• Les nouveaux chiens de garde, Gilles Balbastre et Yannick Kergoat, 2013

     

    Le thème est assez bien connu et porte sur la fabrication de l'information et sa diffusion. Le titre renvoie à l'ouvrage de Paul Nizan, Les chiens de garde, paru en 1932, qui traitait non pas de l'information, mais de la philosophie en général comme une pensée de classe, et appelait à un renversement de perspective.

    Le film de Balbastre et Kergoat met donc en scène les thèses de Serge Halimi, thèses qui avaient connu un grand succès en 1997 et qui dénonçaient non seulement la connivence entre les journalistes, mais aussi l'absence de débats de fonds sur les grands sujets du moment. C'est à partir de l'ouvrage de Serge Halimi qu'on a dénoncé de plus en plus souvent la "pensée unique", terme qui sera ensuite repris et détourné par des conservateurs comme Nicolas Sarkozy pour se donner la posture d'un homme qui avance et fait l'histoire.

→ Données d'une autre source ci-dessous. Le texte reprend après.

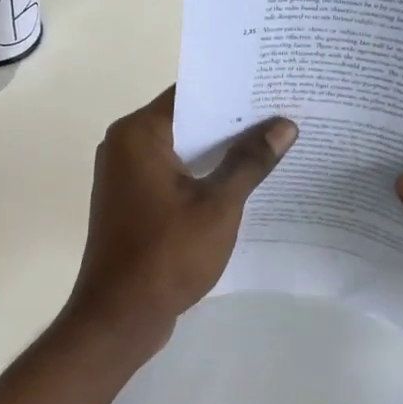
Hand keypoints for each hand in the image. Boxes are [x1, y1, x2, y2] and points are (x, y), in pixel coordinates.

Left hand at [66, 88, 295, 356]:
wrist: (119, 316)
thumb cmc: (167, 253)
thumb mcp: (218, 205)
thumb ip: (249, 162)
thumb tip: (284, 125)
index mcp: (138, 133)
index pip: (190, 94)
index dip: (232, 90)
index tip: (272, 87)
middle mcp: (124, 145)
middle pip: (185, 120)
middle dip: (231, 121)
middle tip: (282, 114)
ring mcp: (124, 175)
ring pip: (180, 150)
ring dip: (218, 151)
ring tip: (271, 144)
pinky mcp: (131, 201)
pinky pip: (171, 174)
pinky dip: (200, 175)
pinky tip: (240, 181)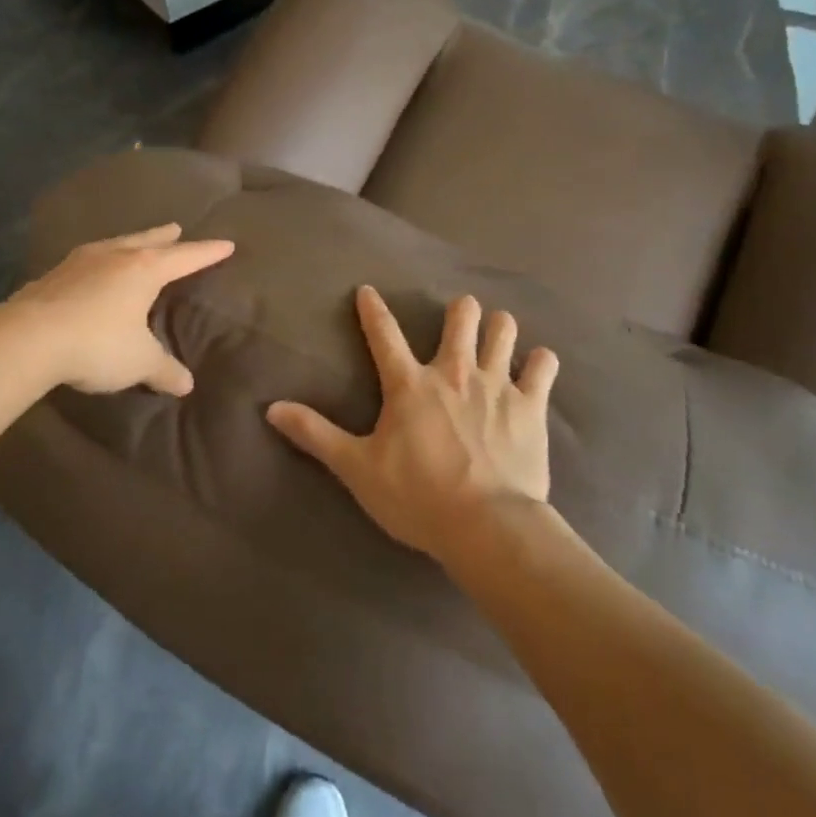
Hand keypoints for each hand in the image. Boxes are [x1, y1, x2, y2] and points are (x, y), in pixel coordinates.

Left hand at [8, 224, 232, 395]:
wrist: (25, 340)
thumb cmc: (97, 343)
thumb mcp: (139, 362)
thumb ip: (164, 370)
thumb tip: (186, 385)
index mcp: (145, 270)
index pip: (186, 257)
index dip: (208, 252)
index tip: (226, 243)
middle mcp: (115, 257)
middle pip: (147, 240)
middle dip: (165, 236)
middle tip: (177, 228)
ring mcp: (79, 262)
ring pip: (114, 245)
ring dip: (129, 243)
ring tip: (134, 245)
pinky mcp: (51, 276)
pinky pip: (86, 262)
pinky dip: (99, 262)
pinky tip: (91, 271)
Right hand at [266, 287, 558, 565]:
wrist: (486, 525)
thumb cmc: (417, 497)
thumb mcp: (357, 468)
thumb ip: (316, 435)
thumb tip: (272, 408)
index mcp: (410, 384)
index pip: (384, 333)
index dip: (372, 308)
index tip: (368, 290)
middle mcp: (454, 371)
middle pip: (461, 315)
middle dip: (459, 311)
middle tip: (457, 322)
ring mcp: (497, 383)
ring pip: (503, 329)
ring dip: (499, 328)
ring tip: (496, 337)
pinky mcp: (531, 404)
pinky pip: (543, 365)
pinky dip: (540, 363)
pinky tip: (536, 368)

    Quoique ces idées soient bien connues dans les milieux un peu contestataires, la mise en image de cette soumission des journalistes à une pensée de classe est tout à fait parlante. On touche du doigt si on peut dire le degré de corruption et d'imbécilité aussi bien des journalistes que des soi-disant experts. Les médiatiques qui se font remarquer le plus sont probablement les "économistes" qui envahissent les plateaux télé pour répéter depuis trente ans toujours la même chose : on n'a plus les moyens d'entretenir un Etat glouton, on ne travaille pas assez, le SMIC est trop élevé, il faut pouvoir licencier pour embaucher, etc. Le fait de voir le monstrueux Michel Godet répéter depuis trente ans toujours la même chose au nom de la nécessité du changement, montre que celui-ci n'a finalement pas beaucoup d'imagination.

    La palme de la canaillerie revenant sans doute à des journalistes comme Michel Field, passé avec aisance du gauchisme militant, au soutien de Mitterrand pour finir par se vautrer dans les petits gueuletons stipendiés par le patronat.

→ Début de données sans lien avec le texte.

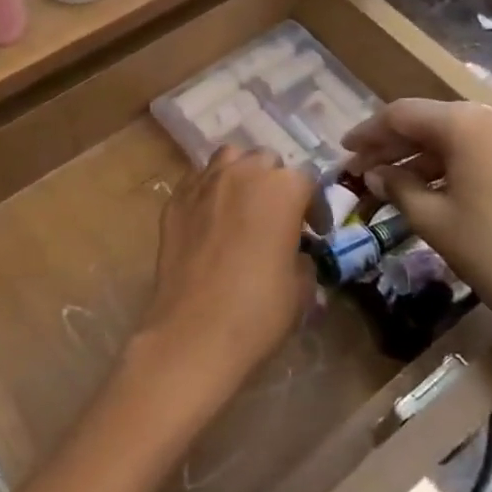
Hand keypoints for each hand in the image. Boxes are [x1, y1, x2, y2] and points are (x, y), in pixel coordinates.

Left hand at [128, 147, 316, 417]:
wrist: (194, 331)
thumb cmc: (259, 309)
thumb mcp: (302, 287)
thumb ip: (302, 257)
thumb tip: (295, 253)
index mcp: (282, 188)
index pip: (307, 182)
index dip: (315, 208)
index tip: (317, 232)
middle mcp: (242, 173)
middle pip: (265, 161)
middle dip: (276, 183)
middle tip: (279, 216)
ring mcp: (203, 183)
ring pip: (228, 160)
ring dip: (241, 175)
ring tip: (244, 205)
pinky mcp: (174, 201)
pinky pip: (197, 182)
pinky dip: (210, 191)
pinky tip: (212, 219)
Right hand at [343, 99, 491, 372]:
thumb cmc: (491, 253)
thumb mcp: (431, 219)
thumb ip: (396, 185)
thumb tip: (375, 173)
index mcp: (467, 123)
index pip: (403, 114)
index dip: (369, 131)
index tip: (345, 149)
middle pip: (434, 119)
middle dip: (397, 143)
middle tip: (367, 167)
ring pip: (464, 133)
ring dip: (428, 154)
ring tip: (402, 181)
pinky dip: (462, 160)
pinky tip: (446, 186)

    Ce n'est pas très original finalement de dénoncer les journalistes comme le soutien de la bourgeoisie. Ils ont toujours été comme ça. Ce qui a changé par contre, c'est qu'avant il y avait une presse d'opinion, et que le développement de la télévision notamment, à travers une démultiplication à l'infini du nombre des chaînes, non seulement à policé les discours - c'est assez drôle de voir dans le film Jacques Julliard et Luc Ferry débattre à fleuret plus que moucheté - mais a rendu les présentateurs comme les experts complètement interchangeables.

    La meilleure partie du film est sans-doute la fin, lorsque Bernard Henry-Lévy qui décidemment n'en rate pas une, nous explique - en tant qu'expert on suppose - qu'il est inacceptable que des ouvriers fassent preuve de violence et séquestrent des patrons ou du personnel d'encadrement. Manifestement, il ne comprend rien à la situation de cette classe ouvrière en perdition. Il aurait été bon d'ailleurs de rappeler que BHL était lui aussi dans le temps un gauchiste assez débile du reste puisqu'il avait commis un opuscule pour célébrer l'avènement du socialisme au Bengladesh. Car c'est pas seulement le manque de conviction qui caractérise la classe qui fabrique et façonne nos idées, mais aussi cette capacité à en changer comme on change de chemise.

    Ceci dit, il reste beaucoup de questions à se poser :

    1. pourquoi finalement le peuple s'accommode-t-il aussi facilement de ces faux experts et de ces maîtres à penser d'un nouveau genre ? Il faut s'interroger à cette volonté mortifère d'avaler des couleuvres.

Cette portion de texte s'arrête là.